Since it is given that $f(x) \approx f(x_0) + (x - x_0)f'(x_0)$, consider the function $f(x) = x^2 - 2$. Clearly, this quadratic has root $\sqrt{2}$. The goal is to get closer and closer to the y-intercept of this function (which is $\sqrt{2}$). We do this by taking the tangent line approximation of a value on the curve $x^2 - 2$ (say, $1.5$) and finding where that line intercepts the y-axis. Then, we plug the intercept in and get a new (more accurate) intercept.
(source: lamar.edu)
Check Paul's Online Notes for more info, or Wikipedia.

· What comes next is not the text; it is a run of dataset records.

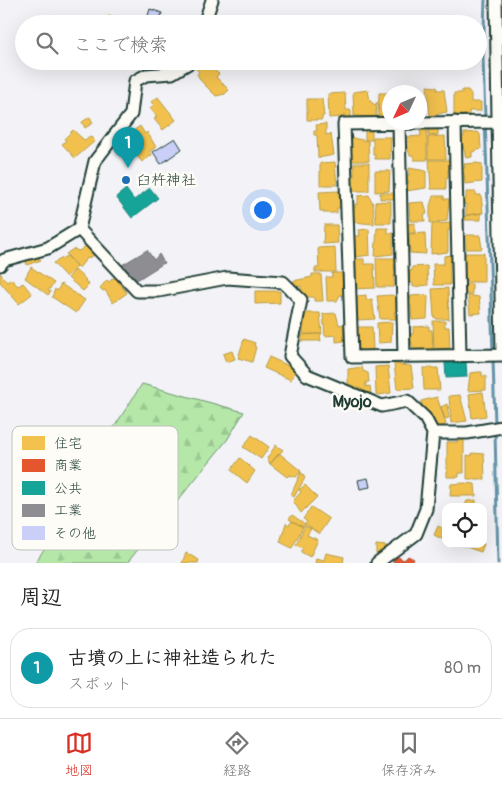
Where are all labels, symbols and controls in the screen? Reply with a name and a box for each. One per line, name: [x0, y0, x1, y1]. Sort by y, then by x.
search box: [15, 15, 487, 70]
icon: search: [33, 29, 61, 57]
text: ここで検索: [73, 33, 168, 57]
north arrow: [382, 85, 427, 130]
pin: 1: [112, 127, 144, 168]
place label: 臼杵神社: [136, 171, 196, 190]
marker: 臼杵神社: [120, 174, 132, 186]
your location: [250, 197, 276, 223]
district label: Myojo: [332, 392, 372, 412]
legend: [12, 426, 178, 550]
text: 住宅: [54, 435, 82, 452]
text: 商業: [54, 457, 82, 474]
text: 公共: [54, 480, 82, 497]
text: 工業: [54, 502, 82, 519]
map controls: [442, 503, 487, 548]
button: locate: [442, 503, 487, 548]
text: その他: [54, 525, 96, 542]
text: 周辺: [20, 584, 62, 611]
text: 古墳の上に神社造られた: [68, 646, 277, 670]
text: 1: [34, 658, 40, 678]
text: 80 m: [444, 658, 481, 678]
text: スポット: [68, 674, 132, 694]
tab: 地図: [65, 729, 93, 779]
tab: 経路: [223, 729, 251, 779]
tab: 保存済み: [381, 729, 437, 779]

But to answer your question definitively, no. There is no way to get the value of an irrational number like $\sqrt{2}$ through a simple formula; it nearly requires computation. :(
Solution 3:
The easiest way to find $\sqrt[n]{a}$ for integer $n$ and $a>0$ efficiently is to use the Newton-Raphson approximation to invert the function $f : x \mapsto x^n - a$. But one must be careful with choosing the right starting point, so that the iteration will converge quadratically. Quadratic convergence means that at each step the error becomes approximately a constant times its square, which is equivalent to the error being proportional to $c^{2^k}$ after $k$ steps, for some $c \in (0,1)$
Let $x_0$ be such that $x_0 \in \sqrt[n]{a}[1,1+\frac{1}{4n})$
For each natural $k$ from $0$ to $\infty$:
Let $x_{k+1} = x_k - \dfrac{f(x_k)}{f'(x_k)} = x_k - \dfrac{{x_k}^n-a}{n{x_k}^{n-1}} = \dfrac{(n-1){x_k}^n-a}{n{x_k}^{n-1}}$
Then $( x_k : k \in \mathbb{N} )$ converges quadratically to $\sqrt[n]{a}$ uniformly for all $a>0$
General Case
For any real function $f$ such that $f(r) = 0$ and $f' \ne 0$ and $f''$ exists and $\left|\frac{f''}{2f'(r)}\right| \le m$ for some $m$:
Let $a = f'(r) \ne 0$
Then $f(r+d) = a d + g(d) d^2$ for any $d$ for some function $g$ such that:
$g(d) \in a [-m,m]$ for any $d$
Also $f'(r+d) = a + h(d) d$ for any $d$ for some function $h$ such that:
$h(d) \in a [-m,m]$ for any $d$
Let $( x_k : k \in \mathbb{N} )$ be such that:
$x_{k+1} = x_k - \frac{f(x_k)}{f'(x_k)}$ for any natural $k$
$|x_0-r| \le \frac{1}{6m}$
For each natural $k$ from $0$ to $\infty$:
$x_k = r + d_k$ for some $d_k$
$|d_k| \le |d_0| \le \frac{1}{6m}$ by invariance
$x_{k+1} = (r+d_k) - \dfrac{ad_k+g(d_k){d_k}^2}{a+h(d_k){d_k}} \in (r+d_k) - \dfrac{d_k+[-m,m]{d_k}^2}{1+[-m,m]{d_k}}$
Thus $d_{k+1} \in d_k - (d_k+[-m,m]{d_k}^2) (1-[-m,m]{d_k}+[0,2]([-m,m]{d_k})^2)$ because:
$\frac{1}{1+t} \in 1-t+[0,2]t^2$ for any $t \ge -\frac{1}{2}$
Thus $d_{k+1} \in d_k - (d_k+[-m,m]{d_k}^2) (1+[-m,m]{d_k}+\frac{1}{3}[-m,m]d_k) \\ \quad \subseteq \frac{7}{3}[-m,m]{d_k}^2 + \frac{4}{3}[-m,m]^2{d_k}^3 \subseteq \frac{7}{3}[-m,m]{d_k}^2 + \frac{7}{18}[-m,m]{d_k}^2 \\ \quad \subset 3[-m,m]{d_k}^2 \subset [-1,1]d_k$
Thus the invariance is preserved
Also $3 m |d_{k+1}| < ( 3 m |d_k| )^2$
Therefore $3 m |d_k| < ( 3 m |d_0| )^{2^k} \le 2^{-2^k}$ for any natural $k$
Thus $x_k \to r$ quadratically as $k \to \infty$
Notes
In the case of finding $r = \sqrt[n]{a}$, the function $f : x \mapsto x^n - a$ has $\frac{f''}{2f'(r)}$ being $x \mapsto \frac{(n-1)x^{n-2}}{2r^{n-1}}$ which is bounded on $r[1,1+\frac{1}{4n})$ by $m = \frac{2n}{3r}$ because $\frac{n}{2r} (\frac{x}{r})^{n-2} \le \frac{n}{2r} (1+\frac{1}{4n})^n < \frac{n}{2r} e^{1/4} < m$. Thus $|x_0-r| < \frac{r}{4n} = \frac{1}{6m}$.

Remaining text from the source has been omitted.